** AIM OF THE TASK **
Would you restate all of the entries verbatim, minus any images?

** SOURCE MATERIAL **

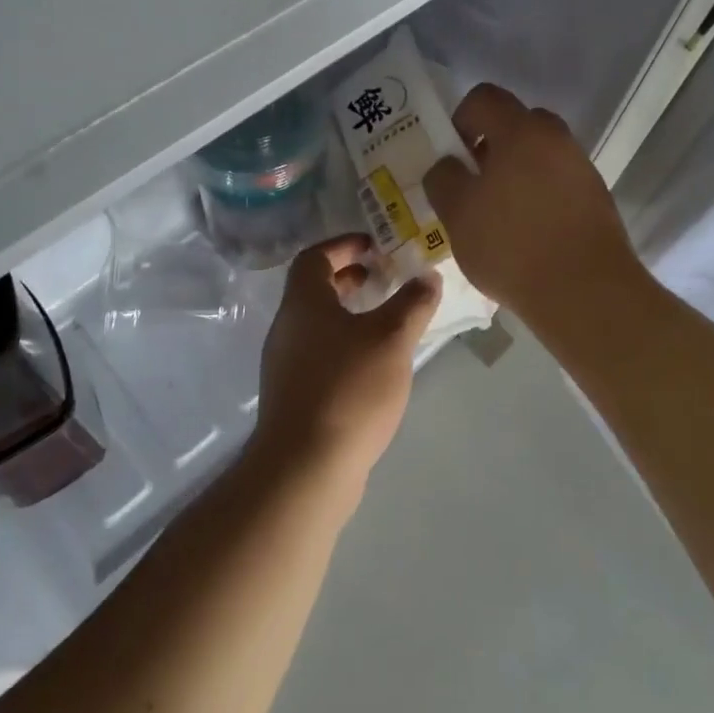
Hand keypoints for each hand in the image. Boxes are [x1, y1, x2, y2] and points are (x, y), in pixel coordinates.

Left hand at [248, 236, 440, 495]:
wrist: (305, 467)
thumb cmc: (348, 389)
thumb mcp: (391, 339)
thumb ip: (412, 303)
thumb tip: (428, 276)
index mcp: (303, 303)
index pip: (315, 256)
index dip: (344, 245)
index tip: (375, 246)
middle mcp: (287, 327)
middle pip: (314, 289)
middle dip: (349, 279)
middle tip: (384, 279)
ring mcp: (285, 363)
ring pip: (317, 323)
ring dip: (348, 313)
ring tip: (385, 321)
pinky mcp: (292, 395)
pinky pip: (318, 353)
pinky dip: (343, 344)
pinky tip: (372, 365)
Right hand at [423, 84, 642, 324]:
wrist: (586, 292)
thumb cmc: (512, 245)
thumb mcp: (457, 213)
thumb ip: (443, 178)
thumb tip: (448, 165)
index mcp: (521, 131)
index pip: (483, 98)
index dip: (459, 120)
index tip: (453, 158)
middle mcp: (556, 138)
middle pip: (515, 124)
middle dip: (489, 147)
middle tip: (473, 185)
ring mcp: (580, 167)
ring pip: (537, 154)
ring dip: (514, 172)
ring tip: (499, 216)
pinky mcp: (596, 197)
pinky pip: (557, 181)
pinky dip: (538, 194)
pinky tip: (527, 233)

** RESULT **
Hand keypoints for each hand in the image. Boxes are [x1, y1, x2, y2] and points are (x, y), in pixel coordinates.

Left hand at [248, 236, 440, 495]:
wrist: (305, 467)
thumb cmc: (348, 389)
thumb mcp: (391, 339)
thumb ip: (412, 303)
thumb tip: (428, 276)
index mcp: (303, 303)
index pip: (315, 256)
index dip: (344, 245)
index tip: (375, 246)
middle mcp: (287, 327)
middle pip: (314, 289)
middle dip: (349, 279)
middle tip: (384, 279)
ring mcp: (285, 363)
ring pip: (317, 323)
ring dip: (348, 313)
ring tip: (385, 321)
pinky mcp: (292, 395)
pinky pip: (318, 353)
pinky dip: (343, 344)
pinky tip: (372, 365)
Right hand at [423, 84, 642, 324]:
wrist: (586, 292)
thumb cmc: (512, 245)
thumb mcp: (457, 213)
thumb ip: (443, 178)
thumb tip: (448, 165)
index mcp: (521, 131)
index pip: (483, 98)
index dip: (459, 120)
index tip: (453, 158)
middle mcp: (556, 138)
middle pip: (515, 124)
middle dip: (489, 147)
middle tip: (473, 185)
ring mcp: (580, 167)
ring pip: (537, 154)
ring dip: (514, 172)
ring tip: (499, 216)
pinky mcp: (596, 197)
pinky pip: (557, 181)
pinky dip: (538, 194)
pinky tip: (527, 233)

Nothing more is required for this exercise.